[Working data]:
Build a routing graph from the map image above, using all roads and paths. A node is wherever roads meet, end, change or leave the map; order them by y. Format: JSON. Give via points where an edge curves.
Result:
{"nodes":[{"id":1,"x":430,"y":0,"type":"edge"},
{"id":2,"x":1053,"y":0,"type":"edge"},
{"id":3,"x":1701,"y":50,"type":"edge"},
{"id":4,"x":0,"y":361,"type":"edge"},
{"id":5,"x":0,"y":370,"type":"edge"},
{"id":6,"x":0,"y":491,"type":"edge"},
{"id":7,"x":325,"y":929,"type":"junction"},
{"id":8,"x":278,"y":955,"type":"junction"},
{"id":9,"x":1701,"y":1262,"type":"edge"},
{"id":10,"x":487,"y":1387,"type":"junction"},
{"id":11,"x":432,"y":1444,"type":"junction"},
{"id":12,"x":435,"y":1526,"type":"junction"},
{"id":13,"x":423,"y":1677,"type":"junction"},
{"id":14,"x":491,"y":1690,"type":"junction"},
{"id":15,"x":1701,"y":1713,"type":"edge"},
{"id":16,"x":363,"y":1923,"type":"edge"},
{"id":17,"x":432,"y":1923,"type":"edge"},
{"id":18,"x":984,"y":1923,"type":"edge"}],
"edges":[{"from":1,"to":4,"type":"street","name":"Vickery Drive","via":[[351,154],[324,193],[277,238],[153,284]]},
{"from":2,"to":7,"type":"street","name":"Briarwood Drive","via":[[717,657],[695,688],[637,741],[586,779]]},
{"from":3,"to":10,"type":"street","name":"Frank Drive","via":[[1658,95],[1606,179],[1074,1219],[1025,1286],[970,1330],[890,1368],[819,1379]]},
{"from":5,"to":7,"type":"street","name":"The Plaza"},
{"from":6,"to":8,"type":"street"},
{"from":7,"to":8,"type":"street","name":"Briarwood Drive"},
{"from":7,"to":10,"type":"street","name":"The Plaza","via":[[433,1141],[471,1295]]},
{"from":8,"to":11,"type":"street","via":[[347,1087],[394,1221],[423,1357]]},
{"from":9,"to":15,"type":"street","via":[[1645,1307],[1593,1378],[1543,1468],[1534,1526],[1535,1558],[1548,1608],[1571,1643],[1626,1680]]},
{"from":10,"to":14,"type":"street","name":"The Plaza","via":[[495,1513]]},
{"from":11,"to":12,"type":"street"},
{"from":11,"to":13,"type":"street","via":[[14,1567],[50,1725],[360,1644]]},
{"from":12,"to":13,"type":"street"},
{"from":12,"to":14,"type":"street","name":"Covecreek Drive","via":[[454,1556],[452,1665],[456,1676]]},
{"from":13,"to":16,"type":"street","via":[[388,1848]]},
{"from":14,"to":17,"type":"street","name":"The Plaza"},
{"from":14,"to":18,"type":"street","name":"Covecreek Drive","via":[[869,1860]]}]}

[Instructions for the task]: Using the exact wording, write out all of the records.

[Exercise solution]:
Build a routing graph from the map image above, using all roads and paths. A node is wherever roads meet, end, change or leave the map; order them by y. Format: JSON. Give via points where an edge curves.
Result:
{"nodes":[{"id":1,"x":430,"y":0,"type":"edge"},
{"id":2,"x":1053,"y":0,"type":"edge"},
{"id":3,"x":1701,"y":50,"type":"edge"},
{"id":4,"x":0,"y":361,"type":"edge"},
{"id":5,"x":0,"y":370,"type":"edge"},
{"id":6,"x":0,"y":491,"type":"edge"},
{"id":7,"x":325,"y":929,"type":"junction"},
{"id":8,"x":278,"y":955,"type":"junction"},
{"id":9,"x":1701,"y":1262,"type":"edge"},
{"id":10,"x":487,"y":1387,"type":"junction"},
{"id":11,"x":432,"y":1444,"type":"junction"},
{"id":12,"x":435,"y":1526,"type":"junction"},
{"id":13,"x":423,"y":1677,"type":"junction"},
{"id":14,"x":491,"y":1690,"type":"junction"},
{"id":15,"x":1701,"y":1713,"type":"edge"},
{"id":16,"x":363,"y":1923,"type":"edge"},
{"id":17,"x":432,"y":1923,"type":"edge"},
{"id":18,"x":984,"y":1923,"type":"edge"}],
"edges":[{"from":1,"to":4,"type":"street","name":"Vickery Drive","via":[[351,154],[324,193],[277,238],[153,284]]},
{"from":2,"to":7,"type":"street","name":"Briarwood Drive","via":[[717,657],[695,688],[637,741],[586,779]]},
{"from":3,"to":10,"type":"street","name":"Frank Drive","via":[[1658,95],[1606,179],[1074,1219],[1025,1286],[970,1330],[890,1368],[819,1379]]},
{"from":5,"to":7,"type":"street","name":"The Plaza"},
{"from":6,"to":8,"type":"street"},
{"from":7,"to":8,"type":"street","name":"Briarwood Drive"},
{"from":7,"to":10,"type":"street","name":"The Plaza","via":[[433,1141],[471,1295]]},
{"from":8,"to":11,"type":"street","via":[[347,1087],[394,1221],[423,1357]]},
{"from":9,"to":15,"type":"street","via":[[1645,1307],[1593,1378],[1543,1468],[1534,1526],[1535,1558],[1548,1608],[1571,1643],[1626,1680]]},
{"from":10,"to":14,"type":"street","name":"The Plaza","via":[[495,1513]]},
{"from":11,"to":12,"type":"street"},
{"from":11,"to":13,"type":"street","via":[[14,1567],[50,1725],[360,1644]]},
{"from":12,"to":13,"type":"street"},
{"from":12,"to":14,"type":"street","name":"Covecreek Drive","via":[[454,1556],[452,1665],[456,1676]]},
{"from":13,"to":16,"type":"street","via":[[388,1848]]},
{"from":14,"to":17,"type":"street","name":"The Plaza"},
{"from":14,"to":18,"type":"street","name":"Covecreek Drive","via":[[869,1860]]}]}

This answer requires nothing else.